TASK OBJECTIVE:
Search the entries for the word "dead" and copy each line that has it.

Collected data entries
--- START ---
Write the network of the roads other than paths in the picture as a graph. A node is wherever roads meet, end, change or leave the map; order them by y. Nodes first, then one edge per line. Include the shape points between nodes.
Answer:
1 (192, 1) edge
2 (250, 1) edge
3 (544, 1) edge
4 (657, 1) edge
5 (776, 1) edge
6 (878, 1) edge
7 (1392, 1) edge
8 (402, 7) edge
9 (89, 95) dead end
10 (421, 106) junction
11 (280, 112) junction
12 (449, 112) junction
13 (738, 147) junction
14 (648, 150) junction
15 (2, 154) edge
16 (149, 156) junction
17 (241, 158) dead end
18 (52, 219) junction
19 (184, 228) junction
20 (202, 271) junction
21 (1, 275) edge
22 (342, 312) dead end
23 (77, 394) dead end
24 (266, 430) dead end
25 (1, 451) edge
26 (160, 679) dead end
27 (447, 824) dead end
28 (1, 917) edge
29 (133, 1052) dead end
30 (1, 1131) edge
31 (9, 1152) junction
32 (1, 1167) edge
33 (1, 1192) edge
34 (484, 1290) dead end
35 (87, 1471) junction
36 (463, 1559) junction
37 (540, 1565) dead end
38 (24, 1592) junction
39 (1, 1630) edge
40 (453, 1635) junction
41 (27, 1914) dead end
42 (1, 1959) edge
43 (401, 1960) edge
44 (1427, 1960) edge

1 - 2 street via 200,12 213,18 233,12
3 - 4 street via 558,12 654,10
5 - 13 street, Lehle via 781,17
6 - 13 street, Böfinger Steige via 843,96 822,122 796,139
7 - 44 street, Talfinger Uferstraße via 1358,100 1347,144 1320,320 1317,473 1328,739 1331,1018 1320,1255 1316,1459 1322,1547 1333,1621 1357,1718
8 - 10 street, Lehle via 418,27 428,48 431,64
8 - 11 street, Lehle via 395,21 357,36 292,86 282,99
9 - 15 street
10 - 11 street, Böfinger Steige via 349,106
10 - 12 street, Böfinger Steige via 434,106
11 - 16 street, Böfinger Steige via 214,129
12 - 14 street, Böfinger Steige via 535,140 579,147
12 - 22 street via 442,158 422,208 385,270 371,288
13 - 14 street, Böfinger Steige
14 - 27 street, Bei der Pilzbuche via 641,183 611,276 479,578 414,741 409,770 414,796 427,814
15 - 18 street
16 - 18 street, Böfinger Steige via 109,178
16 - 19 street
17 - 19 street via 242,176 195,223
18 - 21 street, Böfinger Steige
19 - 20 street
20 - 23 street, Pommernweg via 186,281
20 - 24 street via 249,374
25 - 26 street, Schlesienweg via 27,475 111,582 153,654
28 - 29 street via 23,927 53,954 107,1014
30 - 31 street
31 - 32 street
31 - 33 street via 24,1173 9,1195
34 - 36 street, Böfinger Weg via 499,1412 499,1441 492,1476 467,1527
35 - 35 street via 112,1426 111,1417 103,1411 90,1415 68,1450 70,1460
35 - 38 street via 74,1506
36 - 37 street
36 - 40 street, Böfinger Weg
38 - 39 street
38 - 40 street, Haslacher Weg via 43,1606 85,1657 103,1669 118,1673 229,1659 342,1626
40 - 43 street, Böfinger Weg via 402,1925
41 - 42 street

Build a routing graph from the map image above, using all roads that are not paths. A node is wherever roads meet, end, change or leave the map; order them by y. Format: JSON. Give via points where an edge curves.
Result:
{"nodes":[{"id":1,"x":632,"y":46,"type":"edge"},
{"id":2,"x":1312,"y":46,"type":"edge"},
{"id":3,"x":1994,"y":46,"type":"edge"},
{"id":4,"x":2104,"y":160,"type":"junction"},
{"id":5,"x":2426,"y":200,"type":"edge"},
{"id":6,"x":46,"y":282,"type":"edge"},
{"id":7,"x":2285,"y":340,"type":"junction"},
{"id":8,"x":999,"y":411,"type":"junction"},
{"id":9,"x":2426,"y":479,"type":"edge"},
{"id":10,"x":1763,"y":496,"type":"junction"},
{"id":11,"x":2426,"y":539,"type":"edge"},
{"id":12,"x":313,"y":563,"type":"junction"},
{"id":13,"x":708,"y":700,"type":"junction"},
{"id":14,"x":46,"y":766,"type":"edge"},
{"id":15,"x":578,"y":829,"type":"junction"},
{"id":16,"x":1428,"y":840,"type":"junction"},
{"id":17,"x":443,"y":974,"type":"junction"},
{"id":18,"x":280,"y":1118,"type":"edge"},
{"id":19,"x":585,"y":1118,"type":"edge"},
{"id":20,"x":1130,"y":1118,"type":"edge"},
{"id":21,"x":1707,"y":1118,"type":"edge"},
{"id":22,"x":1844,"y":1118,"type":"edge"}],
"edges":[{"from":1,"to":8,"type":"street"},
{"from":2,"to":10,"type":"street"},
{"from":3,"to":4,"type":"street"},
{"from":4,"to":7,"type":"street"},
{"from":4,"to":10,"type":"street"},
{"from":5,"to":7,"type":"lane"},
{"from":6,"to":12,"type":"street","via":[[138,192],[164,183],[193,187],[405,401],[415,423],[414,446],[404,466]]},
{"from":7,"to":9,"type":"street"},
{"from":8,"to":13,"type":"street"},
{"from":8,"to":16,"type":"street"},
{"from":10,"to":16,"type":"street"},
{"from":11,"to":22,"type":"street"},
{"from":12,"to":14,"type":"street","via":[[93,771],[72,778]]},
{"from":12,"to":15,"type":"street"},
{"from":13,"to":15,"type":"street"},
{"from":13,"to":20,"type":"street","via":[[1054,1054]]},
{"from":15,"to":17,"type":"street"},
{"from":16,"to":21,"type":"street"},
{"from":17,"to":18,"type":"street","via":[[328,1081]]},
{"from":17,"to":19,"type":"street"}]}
--- END ---
ANSWER SPACE:
9 (89, 95) dead end
17 (241, 158) dead end
22 (342, 312) dead end
23 (77, 394) dead end
24 (266, 430) dead end
26 (160, 679) dead end
27 (447, 824) dead end
29 (133, 1052) dead end
34 (484, 1290) dead end
37 (540, 1565) dead end
41 (27, 1914) dead end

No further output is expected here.